Objective: To assess whether a specific cytotoxic T-cell response can be induced in patients with prostate cancer after cryoablation. Material and Methods: Twenty Patients with high-risk prostate cancer underwent cryoablation. Blood was sampled prior to, 4 and 8 weeks after treatment. Serum cytokine levels were analyzed by ELISA, and the Th1/Th2 ratio was estimated from the IFN-γ/IL-4 ratio. Peripheral blood mononuclear cells (PBMC) were stimulated with autologous prostate cancer-derived protein lysates, and frequency of tumor-specific T-cells was tested ex vivo in an IFN-γ ELISPOT assay.

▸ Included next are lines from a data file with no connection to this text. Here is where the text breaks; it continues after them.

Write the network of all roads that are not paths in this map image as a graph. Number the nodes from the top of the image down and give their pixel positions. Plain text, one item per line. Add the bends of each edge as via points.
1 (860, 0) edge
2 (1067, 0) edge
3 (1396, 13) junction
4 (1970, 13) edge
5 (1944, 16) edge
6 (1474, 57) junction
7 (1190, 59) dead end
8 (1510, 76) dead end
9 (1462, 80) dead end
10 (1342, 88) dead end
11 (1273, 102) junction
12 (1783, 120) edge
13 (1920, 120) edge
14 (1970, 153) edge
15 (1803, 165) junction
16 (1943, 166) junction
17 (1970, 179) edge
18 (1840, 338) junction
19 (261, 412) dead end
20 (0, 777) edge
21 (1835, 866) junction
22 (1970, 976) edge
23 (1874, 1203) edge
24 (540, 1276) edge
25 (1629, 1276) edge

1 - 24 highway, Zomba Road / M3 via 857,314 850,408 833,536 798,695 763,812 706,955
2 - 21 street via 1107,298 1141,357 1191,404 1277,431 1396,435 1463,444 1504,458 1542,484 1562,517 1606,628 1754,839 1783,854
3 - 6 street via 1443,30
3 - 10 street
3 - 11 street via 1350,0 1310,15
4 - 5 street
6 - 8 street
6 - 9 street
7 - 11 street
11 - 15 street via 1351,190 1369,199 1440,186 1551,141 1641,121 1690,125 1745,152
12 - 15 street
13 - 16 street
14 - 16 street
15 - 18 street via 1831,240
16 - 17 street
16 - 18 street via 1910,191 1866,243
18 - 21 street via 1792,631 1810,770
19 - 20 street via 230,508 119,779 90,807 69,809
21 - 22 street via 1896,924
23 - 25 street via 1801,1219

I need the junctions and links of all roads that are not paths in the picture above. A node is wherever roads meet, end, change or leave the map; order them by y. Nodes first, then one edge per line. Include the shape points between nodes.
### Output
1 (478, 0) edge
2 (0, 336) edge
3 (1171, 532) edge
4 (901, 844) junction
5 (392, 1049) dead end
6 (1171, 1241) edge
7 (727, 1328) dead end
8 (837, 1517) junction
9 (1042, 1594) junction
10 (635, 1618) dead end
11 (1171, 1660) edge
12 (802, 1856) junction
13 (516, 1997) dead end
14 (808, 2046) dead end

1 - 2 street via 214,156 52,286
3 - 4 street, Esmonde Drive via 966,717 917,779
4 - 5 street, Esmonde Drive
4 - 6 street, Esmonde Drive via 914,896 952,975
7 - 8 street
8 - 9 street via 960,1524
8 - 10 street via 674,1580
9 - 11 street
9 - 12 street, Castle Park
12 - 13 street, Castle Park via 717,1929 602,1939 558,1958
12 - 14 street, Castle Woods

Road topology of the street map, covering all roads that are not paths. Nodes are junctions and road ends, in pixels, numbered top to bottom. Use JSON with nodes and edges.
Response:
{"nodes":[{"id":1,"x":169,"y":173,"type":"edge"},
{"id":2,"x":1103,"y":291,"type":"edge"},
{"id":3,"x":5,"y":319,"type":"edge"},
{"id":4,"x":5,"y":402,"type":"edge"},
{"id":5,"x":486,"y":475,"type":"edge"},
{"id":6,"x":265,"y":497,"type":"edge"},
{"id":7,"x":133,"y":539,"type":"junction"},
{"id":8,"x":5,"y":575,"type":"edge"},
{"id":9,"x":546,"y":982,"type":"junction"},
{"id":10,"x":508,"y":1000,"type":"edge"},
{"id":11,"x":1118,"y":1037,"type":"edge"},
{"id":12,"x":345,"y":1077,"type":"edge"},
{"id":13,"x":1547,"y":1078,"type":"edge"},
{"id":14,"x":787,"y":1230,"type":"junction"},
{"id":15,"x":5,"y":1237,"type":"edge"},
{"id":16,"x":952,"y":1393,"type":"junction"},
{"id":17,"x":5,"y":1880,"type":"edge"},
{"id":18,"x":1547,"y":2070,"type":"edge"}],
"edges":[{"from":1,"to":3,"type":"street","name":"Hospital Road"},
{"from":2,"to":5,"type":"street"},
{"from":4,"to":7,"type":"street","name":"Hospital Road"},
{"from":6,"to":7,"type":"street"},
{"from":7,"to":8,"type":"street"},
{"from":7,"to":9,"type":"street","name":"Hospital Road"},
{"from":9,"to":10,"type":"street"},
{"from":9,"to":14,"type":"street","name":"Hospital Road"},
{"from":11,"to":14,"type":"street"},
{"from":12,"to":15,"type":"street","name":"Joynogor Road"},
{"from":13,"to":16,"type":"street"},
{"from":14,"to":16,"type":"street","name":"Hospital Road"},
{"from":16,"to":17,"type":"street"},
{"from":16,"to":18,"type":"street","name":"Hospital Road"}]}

To assess cytolytic activity, T-cells were co-incubated with human prostate cancer cells, LNCaP, or with renal cancer cells, GRC-1, and release of cytosolic adenylate kinase was measured by a luciferase assay. Result: 4 weeks after cryoablation significantly higher levels of TNF-α and IFN-γ were observed compared to before treatment, and to 8 weeks after treatment. No changes in IL-4 or IL-10 were observed. The Th1/Th2 ratio (10.47 ± 0.80), 4 weeks after treatment, was increased compared to before treatment (3.98 ± 0.45), but decreased 8 weeks later (7.65 ± 0.64). Tumor-specific T-cell responses were evident after cryosurgery in PBMC. Cytolytic activity against LNCaP was increased 4 weeks after treatment compared to before treatment (594.49 ± 154.84 versus 4.20 ± 0.68, P < 0.01), but was decreased 8 weeks later (79.70 ± 18.73). No response was found in cytolytic activity against GRC-1. Conclusion: Cryoablation of prostate cancer can improve tumor-specific cytotoxic T-cell stimulation with a dramatically increased tumor specific cytolytic activity. However, the response is not sufficiently maintained to prevent cancer relapse.